Sun Nov 2, 2014, 02:44 PM
Nov 2014

I imagine it would look like some college campuses, with little electric vehicles hauling stuff about at low speeds, and most travel accomplished by foot or bicycle. Most people wouldn't own cars, they'd consider car ownership an expensive, unnecessary nuisance. Cars would be stowed away in parking structures on the outskirts of town, and renting or sharing a car would be easy.

Per capita use of energy would be greatly reduced because most people wouldn't often drive.

Energy storage is still a problem with solar, giving an edge to on-demand gas fired or hydroelectric central utilities, but we are getting nearer long lasting, less expensive, and easily recycled batteries. At the same time the amount of energy required for things like lighting, televisions, laundering clothing, keeping and cooking food, and computing is plummeting.

We are gradually replacing our compact fluorescent lights with LEDs. Both these technologies use less electricity than incandescent lights. Our new washing machine uses 1/4 the energy our old machine did, and it spins the clothes at very high speeds so they dry quicker.

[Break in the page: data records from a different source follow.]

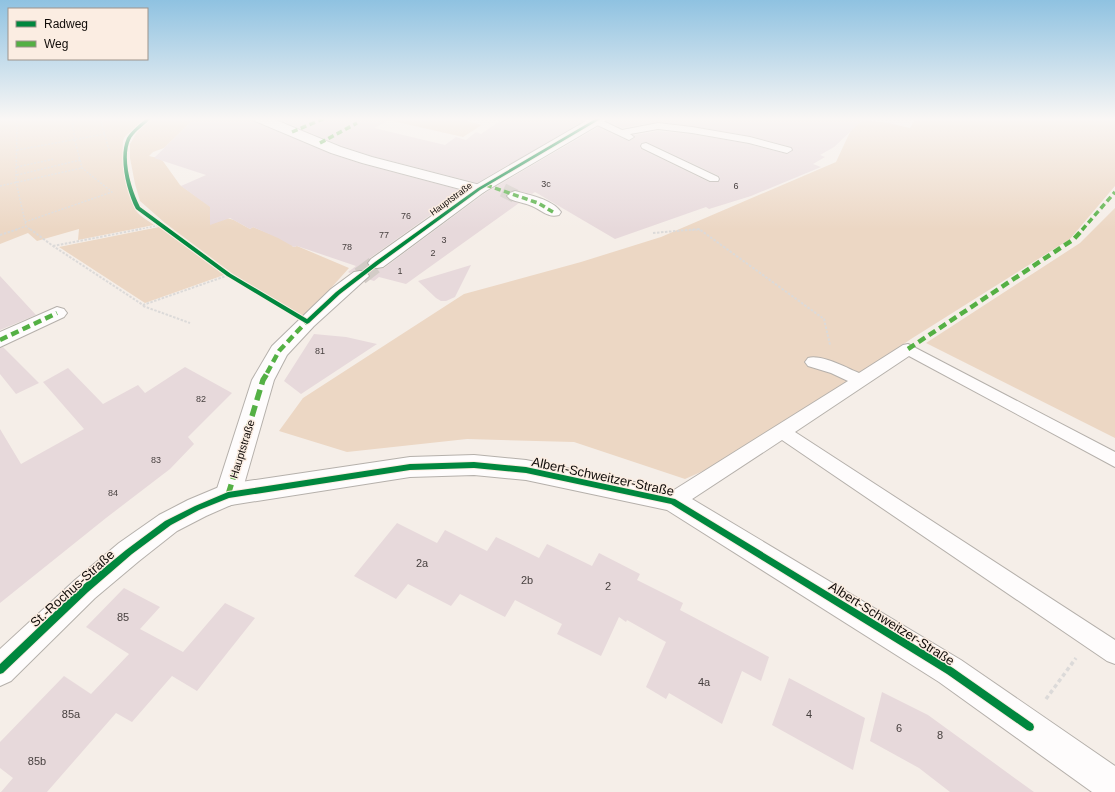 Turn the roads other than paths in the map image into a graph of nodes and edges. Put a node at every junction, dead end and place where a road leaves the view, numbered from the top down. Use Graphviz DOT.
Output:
graph roads {
  1 [pos="351,155"];
  2 [pos="535,155"];
  3 [pos="664,155"];
  4 [pos="714,179"];
  5 [pos="483,187"];
  6 [pos="553,212"];
  7 [pos="377,263"];
  8 [pos="360,276"];
  9 [pos="57,313"];
  10 [pos="0,340"];
  11 [pos="813,362"];
  12 [pos="860,380"];
  13 [pos="781,431"];
  14 [pos="1115,460"];
  15 [pos="228,495"];
  16 [pos="673,501"];
  17 [pos="1115,653"];
  18 [pos="0,670"];
  19 [pos="1115,787"];
  1 -- 5 [label="street"];
  2 -- 5 [label="street, Hauptstraße"];
  3 -- 4 [label="lane"];
  5 -- 6 [label="street"];
  5 -- 7 [label="street, Hauptstraße"];
  8 -- 15 [label="street, Hauptstraße"];
  9 -- 10 [label="street"];
  11 -- 12 [label="lane"];
  12 -- 13 [label="lane"];
  12 -- 14 [label="lane"];
  13 -- 16 [label="lane"];
  13 -- 17 [label="lane"];
  15 -- 16 [label="street, Albert-Schweitzer-Straße"];
  15 -- 18 [label="street, St.-Rochus-Straße"];
  16 -- 19 [label="street, Albert-Schweitzer-Straße"];
} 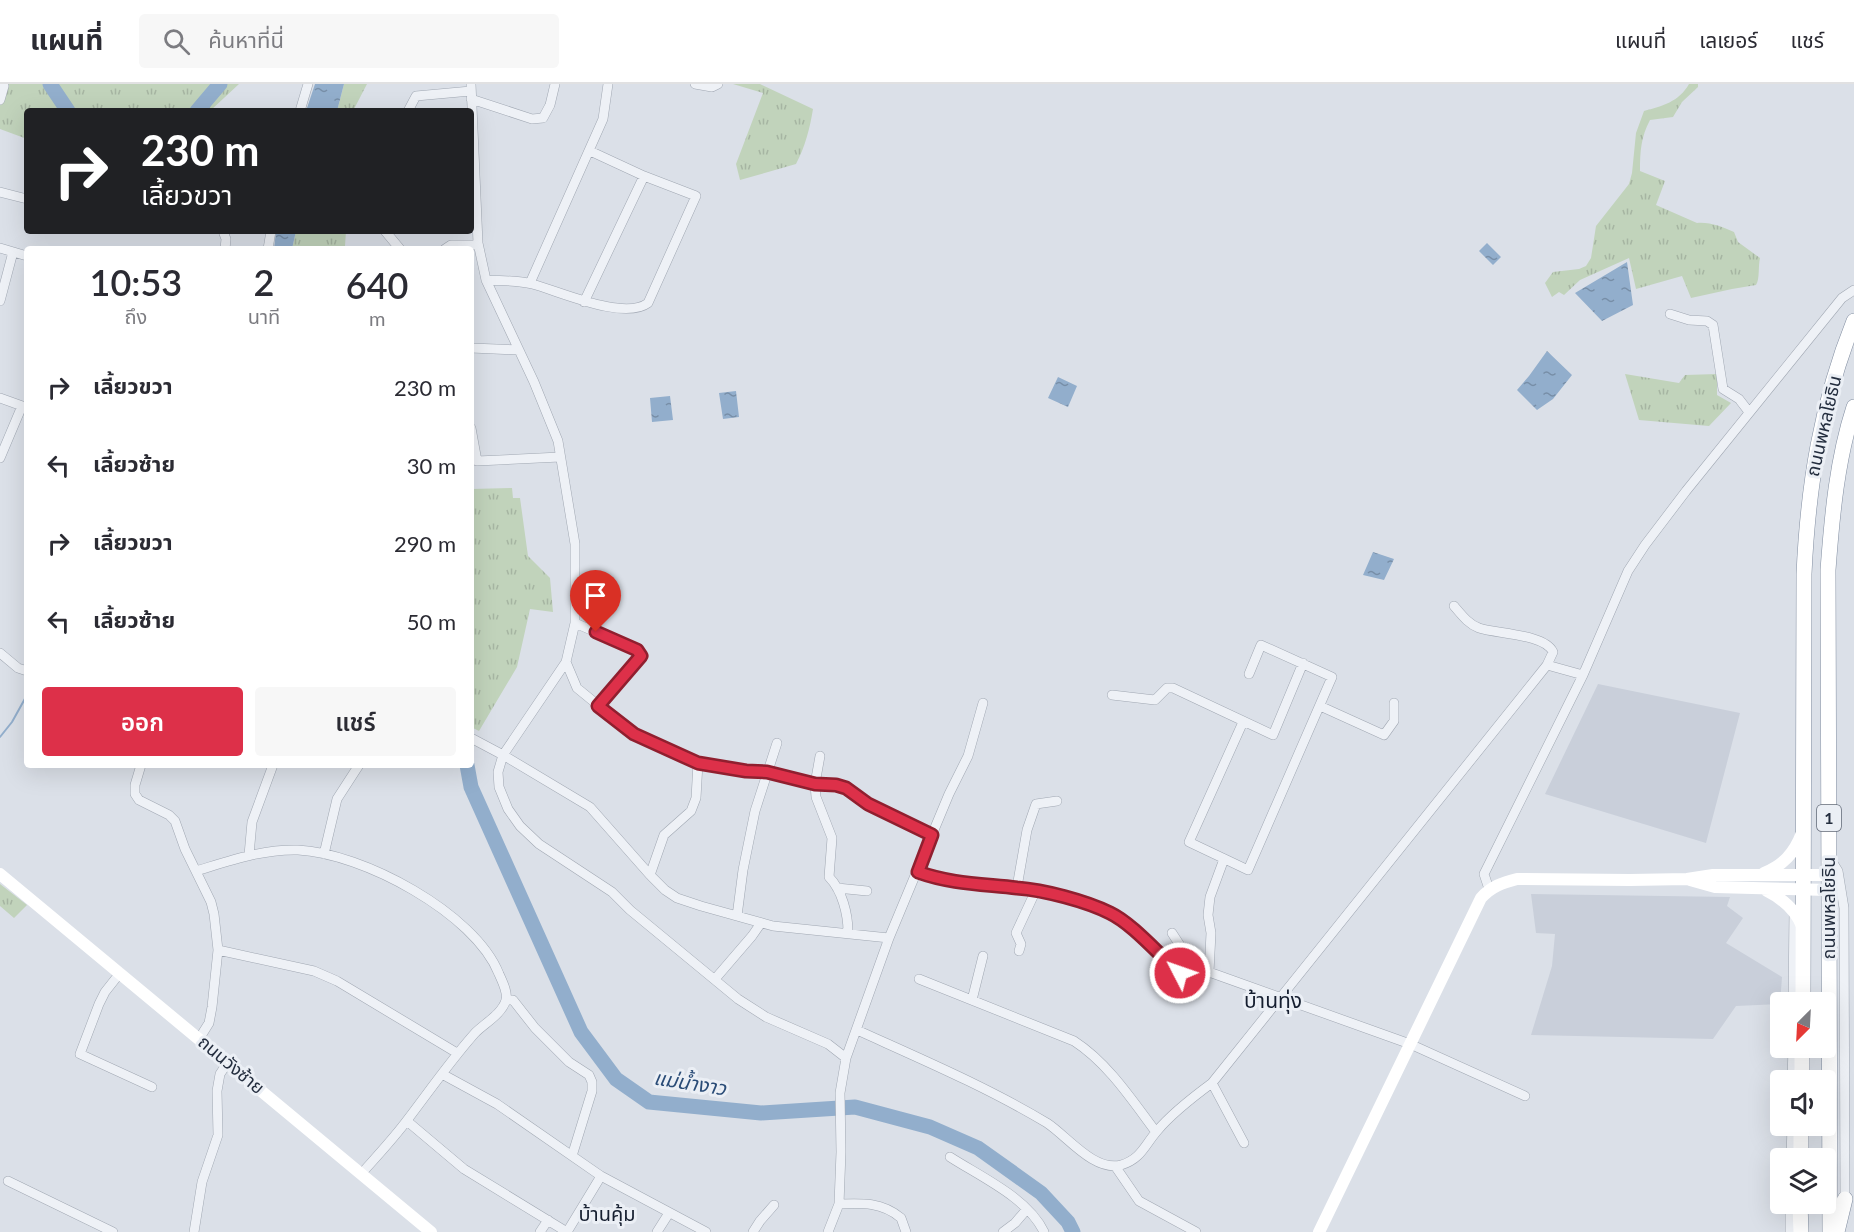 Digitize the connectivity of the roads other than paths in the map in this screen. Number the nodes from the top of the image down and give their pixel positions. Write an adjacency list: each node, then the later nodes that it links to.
1 (308, 84): 9 (street)
2 (555, 84): 7 (street)
3 (608, 84): 12 (street)
4 (695, 84): 5 (street)
5 (718, 84)
6 (4, 86): 8 (street)
7 (471, 91): 10 (street); 11 (street)
8 (0, 100)
9 (301, 108)
10 (410, 108)
11 (471, 108)
12 (590, 151): 13 (street); 25 (street)
13 (644, 176): 28 (street); 28 (street)
14 (0, 192): 16 (street)
15 (474, 194): 18 (street)
16 (24, 198)
17 (388, 234): 19 (street)
18 (478, 245): 20 (street); 24 (street)
19 (398, 246)
20 (450, 246)
21 (0, 248): 22 (street)
22 (13, 252): 23 (street); 27 (street)
23 (24, 255)
24 (486, 280): 25 (street); 32 (street)
25 (530, 283): 28 (street)
26 (1854, 290): 36 (street)
27 (0, 301)
28 (584, 302)
29 (1670, 314): 36 (street)
30 (1854, 321): 66 (highway, ถนนพหลโยธิน / 1)
31 (474, 348): 32 (street)
32 (519, 350): 37 (street)
33 (0, 398): 34 (street)
34 (24, 407): 38 (street)
35 (1854, 407): 70 (highway, ถนนพหลโยธิน / 1)
36 (1749, 412): 48 (street)
37 (560, 456): 39 (street); 41 (street)
38 (0, 458)
39 (474, 462)
40 (1454, 606): 45 (street)
41 (575, 623): 43 (street); 52 (street)
42 (0, 653): 46 (street)
43 (566, 662): 52 (street); 57 (street)
44 (1303, 663): 47 (street); 53 (street); 54 (street)
45 (1547, 665): 48 (street); 103 (street)
46 (24, 670)
47 (1249, 674)
48 (1583, 675): 83 (street)
49 (1112, 695): 54 (street)
50 (983, 703): 67 (street)
51 (1394, 703): 53 (street)
52 (598, 706): 59 (street)
53 (1320, 706): 71 (street)
54 (1243, 722): 71 (street)
55 (474, 740): 57 (street)
56 (777, 743): 63 (street)
57 (503, 755): 75 (street); 99 (street)
58 (820, 756): 64 (street)
59 (698, 763): 63 (street); 75 (street)
60 (140, 768): 72 (street)
61 (272, 768): 69 (street)
62 (357, 768): 68 (street)
63 (767, 772): 64 (street); 88 (street)
64 (815, 784): 67 (street); 81 (street)
65 (1057, 801): 80 (street)
66 (1804, 826): 76 (main road); 78 (highway, ถนนพหลโยธิน / 1)
67 (932, 835): 73 (street)
68 (324, 854): 69 (street); 104 (street)
69 (249, 855): 72 (street)
70 (1829, 856): 79 (highway, ถนนพหลโยธิน / 1); 86 (street)
71 (1224, 859): 97 (street)
72 (196, 871): 94 (street)
73 (918, 872): 80 (street); 93 (street)
74 (0, 874): 98 (main road, ถนนวังซ้าย)
75 (650, 875): 88 (street)
76 (1760, 875): 77 (main road); 78 (main road)
77 (1687, 879): 82 (main road); 83 (main road)
78 (1804, 883): 79 (main road); 82 (main road); 90 (highway, ถนนพหลโยธิน / 1)
79 (1829, 883): 149 (highway, ถนนพหลโยธิน / 1)
80 (1017, 887): 84 (street)
81 (837, 888): 85 (street); 91 (street)
82 (1761, 888): 87 (main road)
83 (1489, 889): 108 (main road)
84 (1036, 890): 95 (street); 97 (street)
85 (867, 891)
86 (1849, 909): 125 (street)
87 (1794, 911): 90 (main road); 101 (street)
88 (737, 916): 89 (street)
89 (761, 923): 91 (street); 99 (street)
90 (1804, 930): 102 (highway, ถนนพหลโยธิน / 1)
91 (848, 932): 93 (street)
92 (1172, 933): 97 (street)
93 (889, 938): 106 (street)
94 (218, 950): 107 (street); 109 (street)
95 (1019, 951)
96 (983, 956): 105 (street)
97 (1209, 969): 103 (street)
98 (120, 973): 107 (main road, ถนนวังซ้าย); 114 (street)
99 (715, 978): 110 (street)
100 (919, 979): 105 (street)
101 (1793, 992)
102 (1803, 992)
103 (1279, 999): 108 (street); 113 (street)
104 (506, 1000): 109 (street); 119 (street)
105 (972, 1000): 117 (street)
106 (857, 1030): 110 (street); 121 (street)
107 (199, 1039): 111 (main road, ถนนวังซ้าย)
108 (1410, 1044): 115 (street); 146 (main road)
109 (457, 1053): 112 (street)
110 (846, 1058): 126 (street)
111 (228, 1062): 122 (main road, ถนนวังซ้าย); 134 (street)
112 (442, 1074): 116 (street); 119 (street)
113 (1212, 1083): 117 (street); 118 (street)
114 (152, 1087)
115 (1526, 1096)
116 (407, 1121): 122 (street); 132 (street)
117 (1156, 1132): 121 (street)
118 (1244, 1143)
119 (572, 1156): 123 (street)
120 (950, 1157): 128 (street)
121 (1115, 1166): 145 (street)
122 (361, 1174): 135 (main road, ถนนวังซ้าย)
123 (602, 1176): 129 (street); 137 (street)
124 (8, 1180): 133 (street)
125 (1845, 1199): 150 (highway); 151 (street)
126 (838, 1204): 141 (street); 142 (street)
127 (774, 1205): 140 (street)
128 (1027, 1209): 143 (street); 144 (street)
129 (669, 1213): 138 (street); 139 (street)
130 (1790, 1214): 147 (street)
131 (1800, 1214): 148 (highway)
132 (548, 1220): 136 (street); 137 (street)
133 (113, 1232)
134 (194, 1232)
135 (431, 1232)
136 (540, 1232)
137 (567, 1232)
138 (657, 1232)
139 (706, 1232)
140 (753, 1232)
141 (828, 1232)
142 (906, 1232)
143 (1003, 1232)
144 (1044, 1232)
145 (1196, 1232)
146 (1319, 1232)
147 (1790, 1232)
148 (1801, 1232)
149 (1830, 1232)
150 (1837, 1232)
151 (1844, 1232)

Aseptically packaged or dry foods can be cooked in the microwave oven and this uses far less energy than frozen foods and conventional ovens.

By some planning and good fortune my wife and I have avoided the commuter lifestyle since the mid- 'eighties. When we met we were both Los Angeles commuters. I don't miss the days it would take an hour to drive twenty miles, breathing carcinogens, and being on constant high alert for idiot, sleepy, and overly aggressive drivers.